Data:
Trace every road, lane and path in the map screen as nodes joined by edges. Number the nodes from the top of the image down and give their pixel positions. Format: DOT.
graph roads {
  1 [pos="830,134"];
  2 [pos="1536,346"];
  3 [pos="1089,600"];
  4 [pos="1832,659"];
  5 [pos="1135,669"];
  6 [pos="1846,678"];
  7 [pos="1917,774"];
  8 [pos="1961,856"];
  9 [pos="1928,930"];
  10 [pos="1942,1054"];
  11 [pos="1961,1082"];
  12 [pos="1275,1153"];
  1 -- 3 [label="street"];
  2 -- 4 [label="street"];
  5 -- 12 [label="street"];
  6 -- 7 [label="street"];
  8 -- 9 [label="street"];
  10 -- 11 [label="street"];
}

Work to be completed:
Set down the material above again, word for word.

Answer box:
Trace every road, lane and path in the map screen as nodes joined by edges. Number the nodes from the top of the image down and give their pixel positions. Format: DOT.
graph roads {
  1 [pos="830,134"];
  2 [pos="1536,346"];
  3 [pos="1089,600"];
  4 [pos="1832,659"];
  5 [pos="1135,669"];
  6 [pos="1846,678"];
  7 [pos="1917,774"];
  8 [pos="1961,856"];
  9 [pos="1928,930"];
  10 [pos="1942,1054"];
  11 [pos="1961,1082"];
  12 [pos="1275,1153"];
  1 -- 3 [label="street"];
  2 -- 4 [label="street"];
  5 -- 12 [label="street"];
  6 -- 7 [label="street"];
  8 -- 9 [label="street"];
  10 -- 11 [label="street"];
}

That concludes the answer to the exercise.